◆ **Directions**
Look through the entries below for the string "have", and copy each line where it is found.

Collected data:
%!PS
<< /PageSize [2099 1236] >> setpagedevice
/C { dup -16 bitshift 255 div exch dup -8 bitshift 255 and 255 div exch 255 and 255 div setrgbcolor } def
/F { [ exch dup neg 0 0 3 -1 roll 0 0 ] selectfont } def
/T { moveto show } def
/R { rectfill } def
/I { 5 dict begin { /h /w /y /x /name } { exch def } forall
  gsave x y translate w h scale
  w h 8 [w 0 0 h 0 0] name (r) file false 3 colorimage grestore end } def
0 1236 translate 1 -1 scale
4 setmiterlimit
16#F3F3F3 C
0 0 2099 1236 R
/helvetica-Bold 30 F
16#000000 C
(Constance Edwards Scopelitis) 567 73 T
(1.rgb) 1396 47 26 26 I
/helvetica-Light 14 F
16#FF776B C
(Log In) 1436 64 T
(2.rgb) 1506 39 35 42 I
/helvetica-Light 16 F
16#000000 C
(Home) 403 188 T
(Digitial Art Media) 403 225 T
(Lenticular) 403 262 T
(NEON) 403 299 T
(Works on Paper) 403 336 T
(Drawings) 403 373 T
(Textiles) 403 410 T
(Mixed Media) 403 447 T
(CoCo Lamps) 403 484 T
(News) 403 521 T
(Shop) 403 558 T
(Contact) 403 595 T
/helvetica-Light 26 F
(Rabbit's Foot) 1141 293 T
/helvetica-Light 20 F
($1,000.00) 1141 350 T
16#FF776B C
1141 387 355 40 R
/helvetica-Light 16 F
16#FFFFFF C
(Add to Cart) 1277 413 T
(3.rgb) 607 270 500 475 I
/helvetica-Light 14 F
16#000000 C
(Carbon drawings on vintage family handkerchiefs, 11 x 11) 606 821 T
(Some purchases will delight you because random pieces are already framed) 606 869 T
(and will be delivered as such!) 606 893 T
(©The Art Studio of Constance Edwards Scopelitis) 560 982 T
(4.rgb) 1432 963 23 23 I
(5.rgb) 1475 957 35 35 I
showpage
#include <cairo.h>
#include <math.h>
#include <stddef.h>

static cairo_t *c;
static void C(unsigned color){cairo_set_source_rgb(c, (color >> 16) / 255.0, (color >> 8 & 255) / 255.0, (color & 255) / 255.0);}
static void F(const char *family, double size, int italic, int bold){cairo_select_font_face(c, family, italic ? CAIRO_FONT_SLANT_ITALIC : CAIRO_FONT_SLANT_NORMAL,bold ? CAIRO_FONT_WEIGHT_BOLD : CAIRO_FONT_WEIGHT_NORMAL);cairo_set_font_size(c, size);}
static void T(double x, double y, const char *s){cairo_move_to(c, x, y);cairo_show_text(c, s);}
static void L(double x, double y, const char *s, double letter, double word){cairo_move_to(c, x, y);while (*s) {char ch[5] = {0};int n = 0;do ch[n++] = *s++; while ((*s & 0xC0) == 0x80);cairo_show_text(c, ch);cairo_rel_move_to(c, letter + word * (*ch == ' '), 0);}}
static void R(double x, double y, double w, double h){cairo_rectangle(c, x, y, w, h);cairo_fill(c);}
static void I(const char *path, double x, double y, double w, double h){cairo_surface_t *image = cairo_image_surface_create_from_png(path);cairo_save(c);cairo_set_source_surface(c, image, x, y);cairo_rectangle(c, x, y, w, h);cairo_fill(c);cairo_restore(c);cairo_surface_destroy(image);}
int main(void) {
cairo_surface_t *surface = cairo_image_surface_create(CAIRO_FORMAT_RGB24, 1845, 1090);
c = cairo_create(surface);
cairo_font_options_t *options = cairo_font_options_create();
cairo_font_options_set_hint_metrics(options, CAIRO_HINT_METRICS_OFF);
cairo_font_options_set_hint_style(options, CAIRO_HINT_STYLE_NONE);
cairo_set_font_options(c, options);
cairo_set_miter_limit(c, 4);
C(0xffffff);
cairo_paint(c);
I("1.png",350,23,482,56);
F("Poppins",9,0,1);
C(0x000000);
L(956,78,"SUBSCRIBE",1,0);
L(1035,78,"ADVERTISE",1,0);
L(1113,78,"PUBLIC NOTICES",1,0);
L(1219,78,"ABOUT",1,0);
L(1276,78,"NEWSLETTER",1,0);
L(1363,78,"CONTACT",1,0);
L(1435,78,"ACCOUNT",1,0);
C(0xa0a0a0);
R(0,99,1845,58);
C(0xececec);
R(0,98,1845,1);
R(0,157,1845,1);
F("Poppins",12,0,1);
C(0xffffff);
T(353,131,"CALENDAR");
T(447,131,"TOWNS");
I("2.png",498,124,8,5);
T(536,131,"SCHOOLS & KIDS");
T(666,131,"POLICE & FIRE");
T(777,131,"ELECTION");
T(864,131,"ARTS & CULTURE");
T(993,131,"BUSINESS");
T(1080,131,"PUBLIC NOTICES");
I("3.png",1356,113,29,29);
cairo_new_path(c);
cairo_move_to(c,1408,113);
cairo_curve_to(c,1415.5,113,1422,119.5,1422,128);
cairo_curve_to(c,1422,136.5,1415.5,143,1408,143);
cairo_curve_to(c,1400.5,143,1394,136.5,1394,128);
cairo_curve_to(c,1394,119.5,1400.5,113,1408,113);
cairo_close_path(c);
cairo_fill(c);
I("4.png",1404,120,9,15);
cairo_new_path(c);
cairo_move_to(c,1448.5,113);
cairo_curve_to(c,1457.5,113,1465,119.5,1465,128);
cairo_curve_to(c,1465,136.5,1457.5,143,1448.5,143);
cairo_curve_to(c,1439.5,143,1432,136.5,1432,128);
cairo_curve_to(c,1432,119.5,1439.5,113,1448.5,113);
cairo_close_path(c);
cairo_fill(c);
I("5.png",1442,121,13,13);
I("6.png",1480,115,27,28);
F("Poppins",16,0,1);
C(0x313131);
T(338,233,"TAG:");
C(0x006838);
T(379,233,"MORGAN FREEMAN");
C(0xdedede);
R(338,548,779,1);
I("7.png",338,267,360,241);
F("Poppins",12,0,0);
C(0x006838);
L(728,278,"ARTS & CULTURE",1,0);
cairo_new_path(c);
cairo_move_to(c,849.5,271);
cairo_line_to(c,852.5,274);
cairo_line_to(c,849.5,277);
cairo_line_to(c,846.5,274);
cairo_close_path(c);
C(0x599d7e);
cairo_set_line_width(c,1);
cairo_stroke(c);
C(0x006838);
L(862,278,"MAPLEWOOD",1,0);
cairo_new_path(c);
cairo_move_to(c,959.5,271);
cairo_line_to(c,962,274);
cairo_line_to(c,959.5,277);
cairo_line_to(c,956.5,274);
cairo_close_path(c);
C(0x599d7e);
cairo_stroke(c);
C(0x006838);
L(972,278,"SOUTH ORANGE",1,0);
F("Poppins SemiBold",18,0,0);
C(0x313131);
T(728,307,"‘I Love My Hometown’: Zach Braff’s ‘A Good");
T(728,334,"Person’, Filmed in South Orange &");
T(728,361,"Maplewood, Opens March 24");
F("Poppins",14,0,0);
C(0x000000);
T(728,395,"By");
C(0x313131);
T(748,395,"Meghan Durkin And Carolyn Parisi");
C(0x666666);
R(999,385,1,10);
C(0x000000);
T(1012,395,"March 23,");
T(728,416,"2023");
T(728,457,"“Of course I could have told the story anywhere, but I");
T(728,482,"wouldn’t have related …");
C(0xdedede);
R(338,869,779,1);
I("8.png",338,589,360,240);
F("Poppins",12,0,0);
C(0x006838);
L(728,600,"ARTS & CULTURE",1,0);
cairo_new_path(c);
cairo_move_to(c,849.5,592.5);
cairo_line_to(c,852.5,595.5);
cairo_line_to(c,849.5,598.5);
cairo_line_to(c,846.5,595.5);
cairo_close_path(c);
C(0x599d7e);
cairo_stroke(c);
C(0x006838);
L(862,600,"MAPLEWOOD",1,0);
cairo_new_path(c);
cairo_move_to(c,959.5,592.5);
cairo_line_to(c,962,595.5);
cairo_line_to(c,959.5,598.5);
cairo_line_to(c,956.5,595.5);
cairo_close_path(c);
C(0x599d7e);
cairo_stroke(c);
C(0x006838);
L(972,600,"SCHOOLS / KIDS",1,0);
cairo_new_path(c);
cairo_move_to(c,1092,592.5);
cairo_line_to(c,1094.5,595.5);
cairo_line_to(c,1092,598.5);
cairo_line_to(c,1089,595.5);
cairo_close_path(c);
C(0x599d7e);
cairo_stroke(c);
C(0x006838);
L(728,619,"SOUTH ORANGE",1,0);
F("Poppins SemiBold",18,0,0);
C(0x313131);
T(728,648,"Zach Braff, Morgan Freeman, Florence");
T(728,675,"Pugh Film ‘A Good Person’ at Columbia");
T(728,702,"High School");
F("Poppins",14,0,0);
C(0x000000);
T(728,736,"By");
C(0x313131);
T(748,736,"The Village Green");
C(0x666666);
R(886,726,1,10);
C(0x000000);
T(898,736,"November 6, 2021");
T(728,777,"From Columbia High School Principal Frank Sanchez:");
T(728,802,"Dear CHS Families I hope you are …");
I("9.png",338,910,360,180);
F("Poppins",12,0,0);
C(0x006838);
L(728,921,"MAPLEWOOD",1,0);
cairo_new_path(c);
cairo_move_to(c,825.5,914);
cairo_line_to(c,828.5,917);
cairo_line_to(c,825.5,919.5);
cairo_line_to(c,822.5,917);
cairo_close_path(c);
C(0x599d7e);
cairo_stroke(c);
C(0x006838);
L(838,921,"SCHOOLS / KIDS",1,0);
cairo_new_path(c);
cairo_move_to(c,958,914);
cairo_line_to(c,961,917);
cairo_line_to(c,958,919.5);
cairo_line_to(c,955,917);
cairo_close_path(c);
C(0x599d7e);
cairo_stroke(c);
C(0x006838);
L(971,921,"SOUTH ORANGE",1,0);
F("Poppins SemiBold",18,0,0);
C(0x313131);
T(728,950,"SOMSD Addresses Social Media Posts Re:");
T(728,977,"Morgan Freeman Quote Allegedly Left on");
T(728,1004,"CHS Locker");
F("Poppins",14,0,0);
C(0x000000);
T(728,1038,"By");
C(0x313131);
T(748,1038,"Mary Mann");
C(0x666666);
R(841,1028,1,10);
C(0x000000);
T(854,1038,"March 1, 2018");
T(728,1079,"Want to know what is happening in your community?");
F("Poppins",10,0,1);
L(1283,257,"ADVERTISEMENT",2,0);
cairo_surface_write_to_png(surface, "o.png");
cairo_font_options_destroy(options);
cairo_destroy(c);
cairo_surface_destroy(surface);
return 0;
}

◆ **Solution for this exercise**
T(728,457,"“Of course I could have told the story anywhere, but I");
T(728,482,"wouldn’t have related …");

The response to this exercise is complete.